:: TO DO ::
Could you repeat, word for word, every line from the one containing "pinky mcp: (726, 878)" through the final line of the records below, and nothing else?

(Images with localized body landmarks)
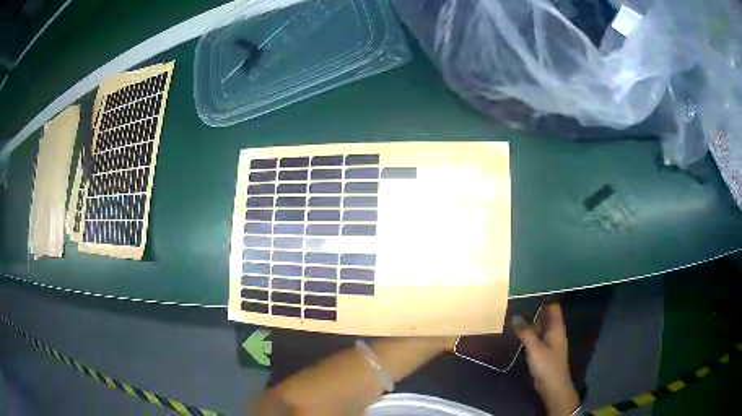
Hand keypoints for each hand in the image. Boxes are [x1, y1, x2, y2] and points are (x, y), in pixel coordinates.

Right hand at [514, 302, 578, 415]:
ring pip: (541, 326)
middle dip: (534, 309)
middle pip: (546, 315)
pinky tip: (518, 332)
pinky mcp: (545, 350)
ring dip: (531, 321)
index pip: (553, 306)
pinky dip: (530, 332)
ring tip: (515, 313)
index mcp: (556, 327)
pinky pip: (537, 336)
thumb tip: (515, 317)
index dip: (544, 297)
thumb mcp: (535, 348)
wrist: (552, 386)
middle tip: (517, 301)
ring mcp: (550, 341)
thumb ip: (525, 332)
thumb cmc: (546, 365)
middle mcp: (555, 331)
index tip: (530, 290)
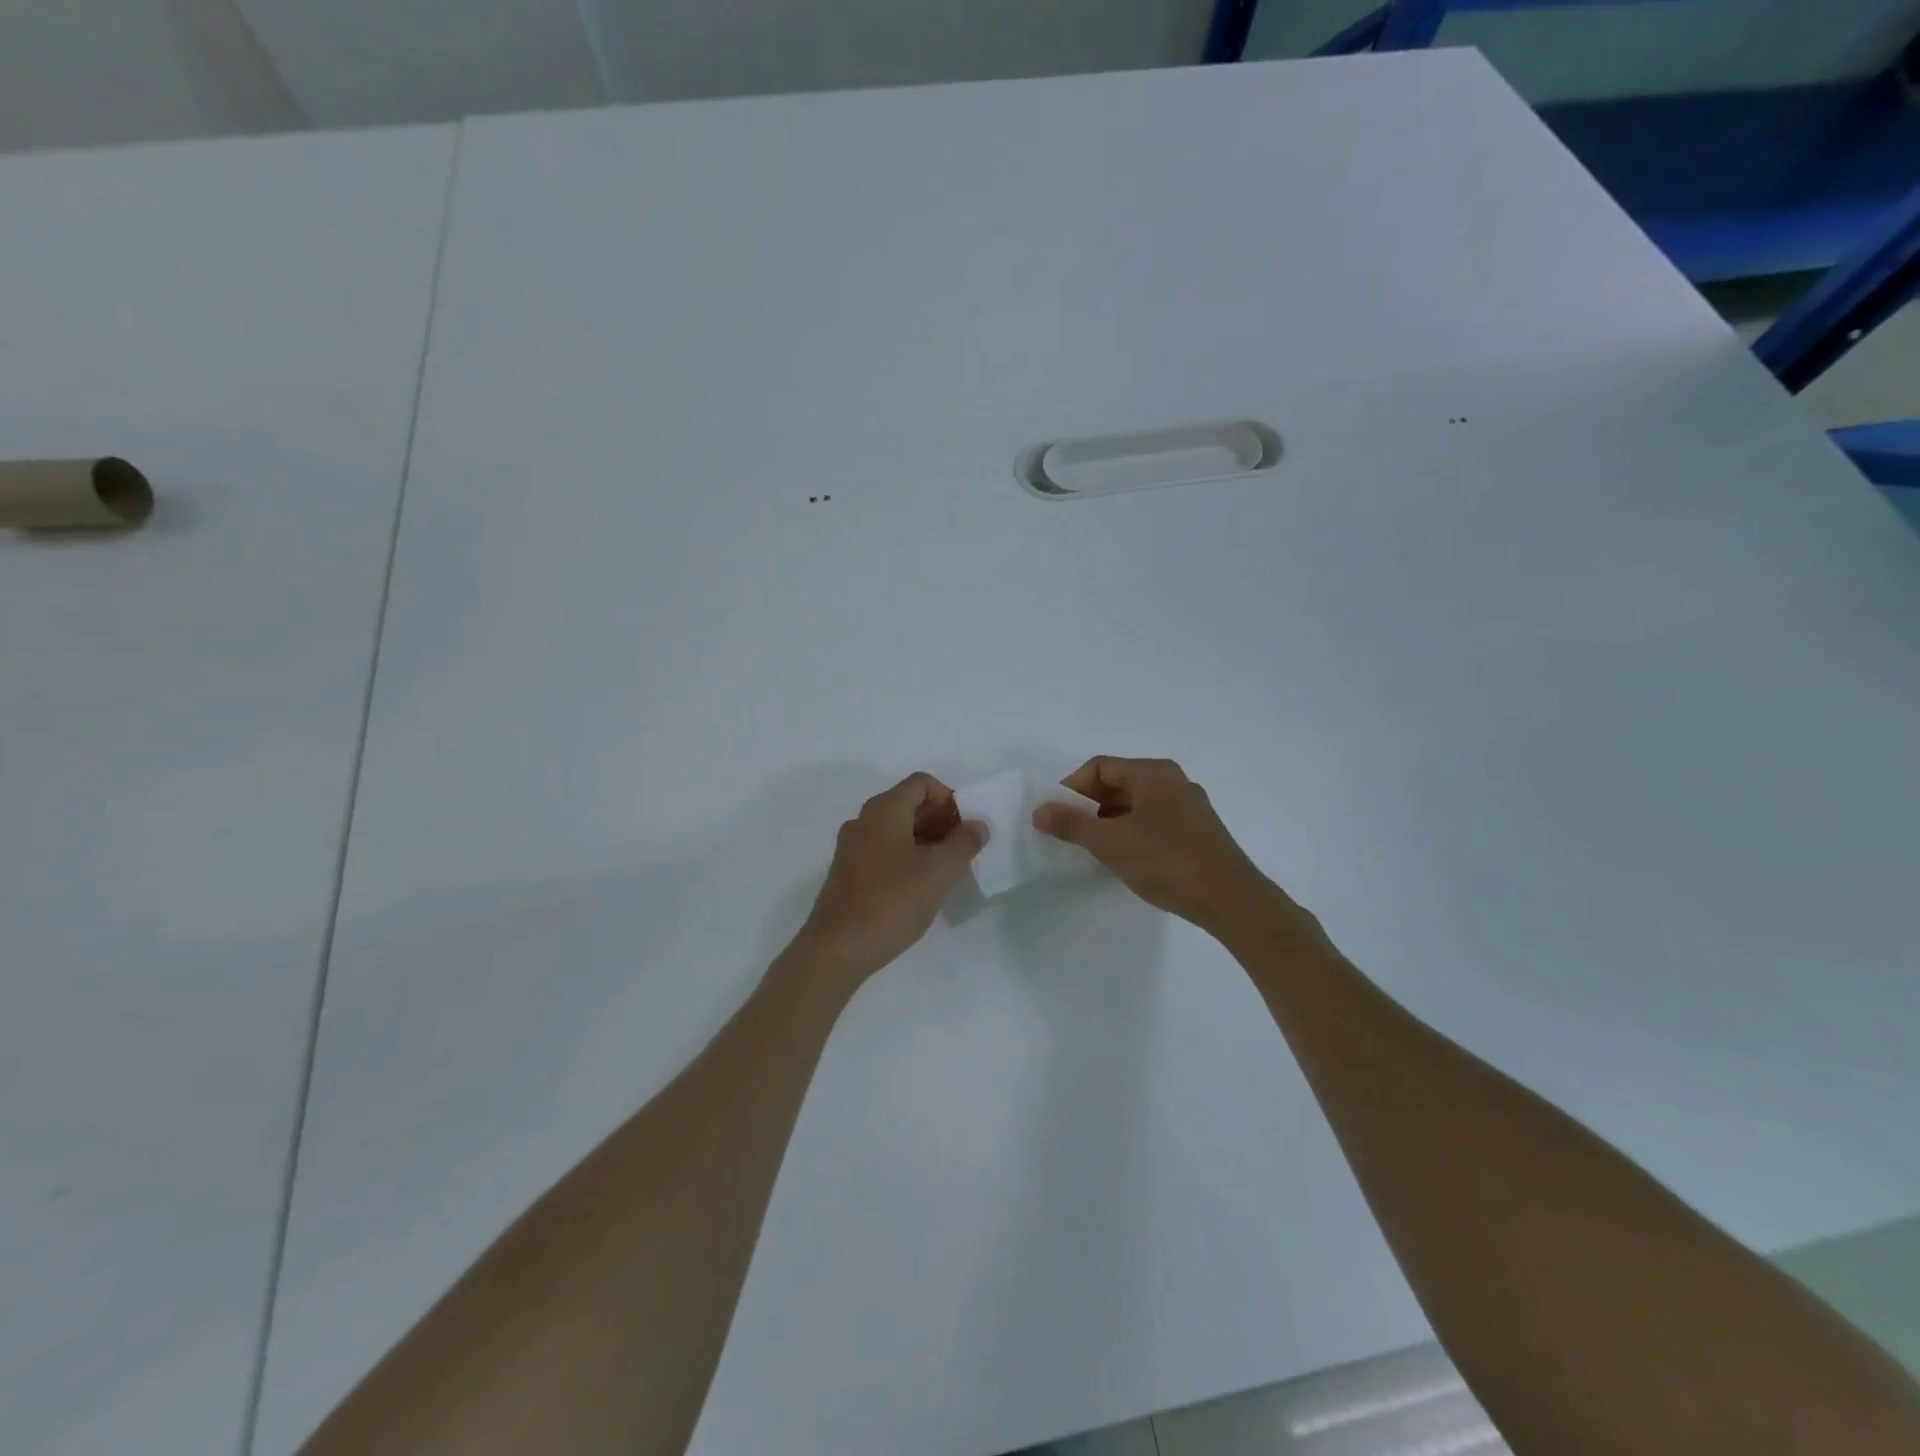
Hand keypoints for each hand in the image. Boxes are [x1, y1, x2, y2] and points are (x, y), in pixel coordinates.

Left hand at [790, 773, 985, 982]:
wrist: (837, 949)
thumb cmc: (892, 902)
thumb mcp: (939, 872)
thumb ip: (964, 843)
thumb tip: (977, 825)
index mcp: (884, 810)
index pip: (921, 783)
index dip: (949, 799)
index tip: (966, 829)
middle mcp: (864, 821)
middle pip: (909, 804)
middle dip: (941, 821)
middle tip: (963, 851)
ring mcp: (852, 848)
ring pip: (897, 830)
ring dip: (926, 841)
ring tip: (947, 872)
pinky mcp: (847, 873)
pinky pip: (884, 851)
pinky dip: (907, 858)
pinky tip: (921, 888)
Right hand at [1032, 756, 1272, 928]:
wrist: (1230, 900)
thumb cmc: (1166, 861)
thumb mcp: (1111, 842)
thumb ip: (1071, 824)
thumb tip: (1038, 811)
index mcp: (1153, 773)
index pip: (1099, 767)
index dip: (1071, 787)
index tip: (1055, 815)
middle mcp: (1172, 781)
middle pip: (1118, 783)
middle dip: (1088, 805)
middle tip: (1068, 833)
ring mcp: (1188, 806)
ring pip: (1135, 804)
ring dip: (1108, 821)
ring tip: (1091, 849)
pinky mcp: (1197, 831)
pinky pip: (1153, 821)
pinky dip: (1130, 832)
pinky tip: (1123, 858)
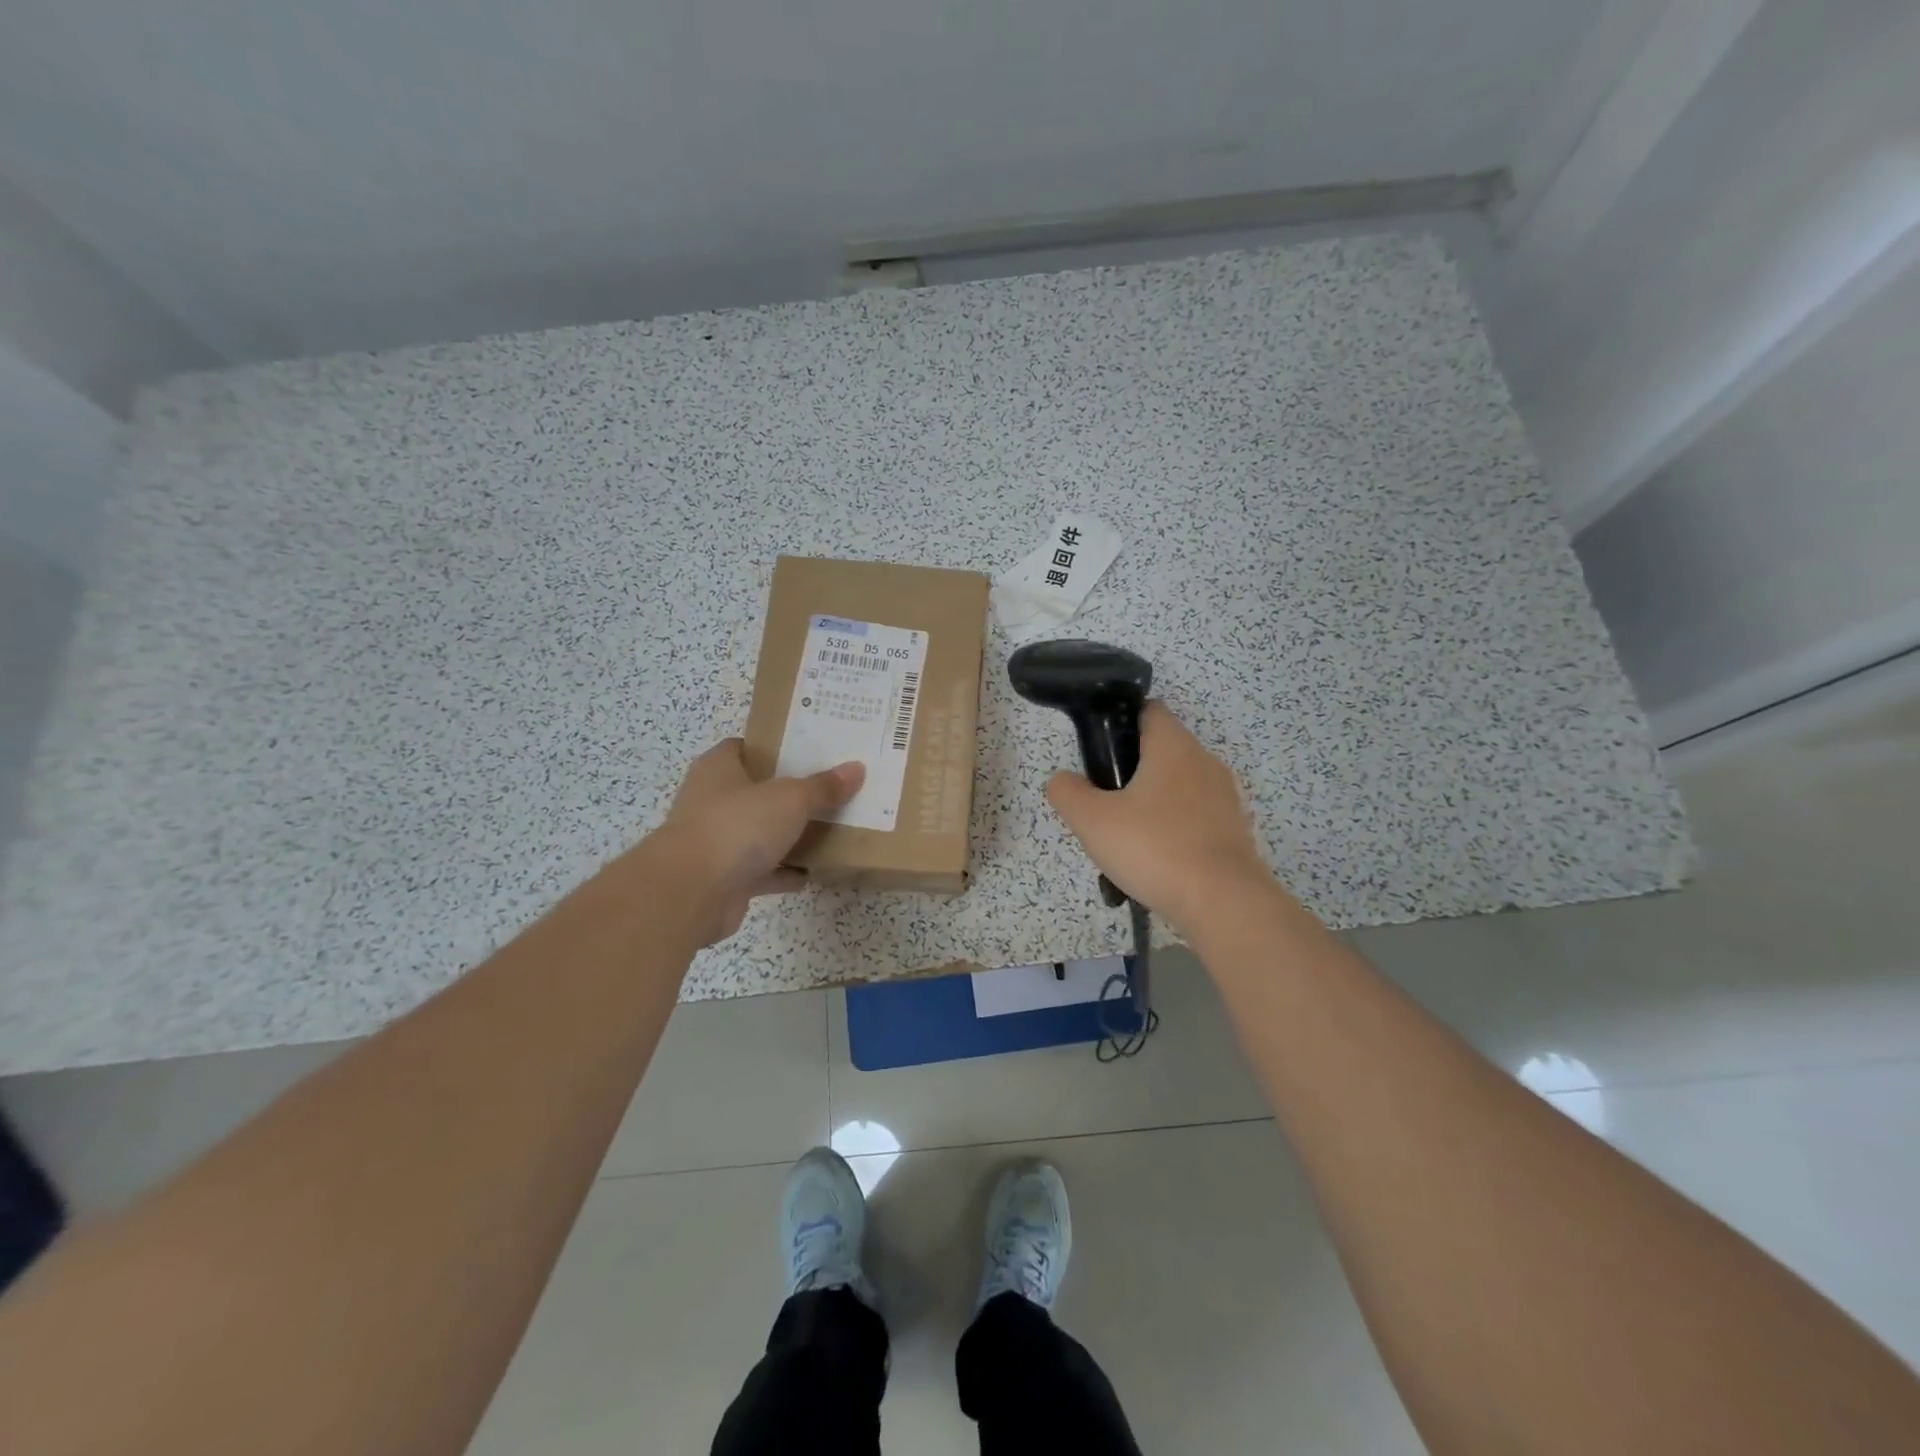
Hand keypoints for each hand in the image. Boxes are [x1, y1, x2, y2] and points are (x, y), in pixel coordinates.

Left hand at [659, 739, 864, 943]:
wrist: (691, 892)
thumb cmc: (737, 826)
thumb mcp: (790, 798)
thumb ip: (823, 787)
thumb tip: (857, 769)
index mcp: (719, 769)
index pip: (747, 747)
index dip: (776, 745)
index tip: (811, 749)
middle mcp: (713, 800)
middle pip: (758, 790)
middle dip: (790, 791)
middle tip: (831, 787)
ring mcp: (718, 841)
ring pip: (761, 832)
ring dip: (789, 834)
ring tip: (832, 828)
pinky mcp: (726, 878)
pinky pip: (763, 870)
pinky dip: (785, 871)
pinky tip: (815, 871)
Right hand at [1045, 701, 1270, 931]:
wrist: (1222, 903)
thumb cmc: (1154, 847)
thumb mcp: (1092, 819)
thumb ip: (1068, 792)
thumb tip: (1064, 781)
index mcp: (1173, 746)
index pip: (1148, 710)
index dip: (1120, 722)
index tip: (1099, 751)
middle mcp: (1204, 762)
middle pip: (1161, 751)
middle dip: (1130, 771)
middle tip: (1103, 803)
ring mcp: (1224, 798)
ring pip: (1177, 788)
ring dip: (1150, 805)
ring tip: (1125, 840)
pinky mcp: (1233, 831)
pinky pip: (1194, 819)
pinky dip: (1173, 831)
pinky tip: (1154, 862)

:: YOUR SOLUTION ::
pinky mcp: (726, 878)
pinky pip: (763, 870)
pinky dip: (785, 871)
pinky tip: (815, 871)
Right hand at [1045, 701, 1270, 931]:
wrist: (1222, 903)
thumb cmc: (1154, 847)
thumb mcp: (1092, 819)
thumb ip: (1068, 792)
thumb tip: (1064, 781)
index mcp: (1173, 746)
index pip: (1148, 710)
index dip: (1120, 722)
index tip: (1099, 751)
middle mcp: (1204, 762)
middle pip: (1161, 751)
middle dip: (1130, 771)
middle tip: (1103, 803)
ring mcp: (1224, 798)
ring pip: (1177, 788)
ring dip: (1150, 805)
ring tip: (1125, 840)
pinky mcp: (1233, 831)
pinky pip: (1194, 819)
pinky dip: (1173, 831)
pinky tip: (1154, 862)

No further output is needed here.